* Exercise aim: Each record should appear again in the response exactly as it does in the original.

Collected data entries:

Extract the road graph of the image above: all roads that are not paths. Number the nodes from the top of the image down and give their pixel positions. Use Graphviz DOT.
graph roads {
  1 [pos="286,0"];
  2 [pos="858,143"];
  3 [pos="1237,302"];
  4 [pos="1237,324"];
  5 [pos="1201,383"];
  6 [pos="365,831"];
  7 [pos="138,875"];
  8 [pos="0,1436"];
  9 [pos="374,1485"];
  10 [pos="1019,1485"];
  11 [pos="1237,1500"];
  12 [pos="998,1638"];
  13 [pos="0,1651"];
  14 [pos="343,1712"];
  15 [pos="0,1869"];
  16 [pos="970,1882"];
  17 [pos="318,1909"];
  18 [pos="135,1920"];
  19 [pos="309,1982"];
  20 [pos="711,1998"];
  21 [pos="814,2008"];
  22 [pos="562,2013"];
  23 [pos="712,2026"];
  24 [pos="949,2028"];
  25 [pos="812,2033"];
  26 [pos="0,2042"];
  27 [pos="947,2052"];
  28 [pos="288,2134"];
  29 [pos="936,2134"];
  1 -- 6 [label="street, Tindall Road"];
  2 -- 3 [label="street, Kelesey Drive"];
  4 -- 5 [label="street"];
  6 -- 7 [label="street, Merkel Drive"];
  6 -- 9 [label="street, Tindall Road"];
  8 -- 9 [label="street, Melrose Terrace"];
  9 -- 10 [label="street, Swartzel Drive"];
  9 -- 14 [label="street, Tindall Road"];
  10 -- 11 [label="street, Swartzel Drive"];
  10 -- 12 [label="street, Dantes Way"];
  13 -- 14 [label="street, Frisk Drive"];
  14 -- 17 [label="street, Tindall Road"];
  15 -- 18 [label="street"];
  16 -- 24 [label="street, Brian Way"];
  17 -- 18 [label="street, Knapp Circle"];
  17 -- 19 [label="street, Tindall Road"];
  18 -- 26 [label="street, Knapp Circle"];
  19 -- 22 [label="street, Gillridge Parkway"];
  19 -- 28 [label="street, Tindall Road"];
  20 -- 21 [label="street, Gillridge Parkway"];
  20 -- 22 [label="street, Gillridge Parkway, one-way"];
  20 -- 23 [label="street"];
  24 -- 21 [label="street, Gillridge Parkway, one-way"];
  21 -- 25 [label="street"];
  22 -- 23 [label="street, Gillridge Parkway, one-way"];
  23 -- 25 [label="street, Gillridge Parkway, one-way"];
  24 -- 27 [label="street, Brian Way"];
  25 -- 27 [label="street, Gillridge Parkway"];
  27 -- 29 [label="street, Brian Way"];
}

* Task solution:
Extract the road graph of the image above: all roads that are not paths. Number the nodes from the top of the image down and give their pixel positions. Use Graphviz DOT.
graph roads {
  1 [pos="286,0"];
  2 [pos="858,143"];
  3 [pos="1237,302"];
  4 [pos="1237,324"];
  5 [pos="1201,383"];
  6 [pos="365,831"];
  7 [pos="138,875"];
  8 [pos="0,1436"];
  9 [pos="374,1485"];
  10 [pos="1019,1485"];
  11 [pos="1237,1500"];
  12 [pos="998,1638"];
  13 [pos="0,1651"];
  14 [pos="343,1712"];
  15 [pos="0,1869"];
  16 [pos="970,1882"];
  17 [pos="318,1909"];
  18 [pos="135,1920"];
  19 [pos="309,1982"];
  20 [pos="711,1998"];
  21 [pos="814,2008"];
  22 [pos="562,2013"];
  23 [pos="712,2026"];
  24 [pos="949,2028"];
  25 [pos="812,2033"];
  26 [pos="0,2042"];
  27 [pos="947,2052"];
  28 [pos="288,2134"];
  29 [pos="936,2134"];
  1 -- 6 [label="street, Tindall Road"];
  2 -- 3 [label="street, Kelesey Drive"];
  4 -- 5 [label="street"];
  6 -- 7 [label="street, Merkel Drive"];
  6 -- 9 [label="street, Tindall Road"];
  8 -- 9 [label="street, Melrose Terrace"];
  9 -- 10 [label="street, Swartzel Drive"];
  9 -- 14 [label="street, Tindall Road"];
  10 -- 11 [label="street, Swartzel Drive"];
  10 -- 12 [label="street, Dantes Way"];
  13 -- 14 [label="street, Frisk Drive"];
  14 -- 17 [label="street, Tindall Road"];
  15 -- 18 [label="street"];
  16 -- 24 [label="street, Brian Way"];
  17 -- 18 [label="street, Knapp Circle"];
  17 -- 19 [label="street, Tindall Road"];
  18 -- 26 [label="street, Knapp Circle"];
  19 -- 22 [label="street, Gillridge Parkway"];
  19 -- 28 [label="street, Tindall Road"];
  20 -- 21 [label="street, Gillridge Parkway"];
  20 -- 22 [label="street, Gillridge Parkway, one-way"];
  20 -- 23 [label="street"];
  24 -- 21 [label="street, Gillridge Parkway, one-way"];
  21 -- 25 [label="street"];
  22 -- 23 [label="street, Gillridge Parkway, one-way"];
  23 -- 25 [label="street, Gillridge Parkway, one-way"];
  24 -- 27 [label="street, Brian Way"];
  25 -- 27 [label="street, Gillridge Parkway"];
  27 -- 29 [label="street, Brian Way"];
}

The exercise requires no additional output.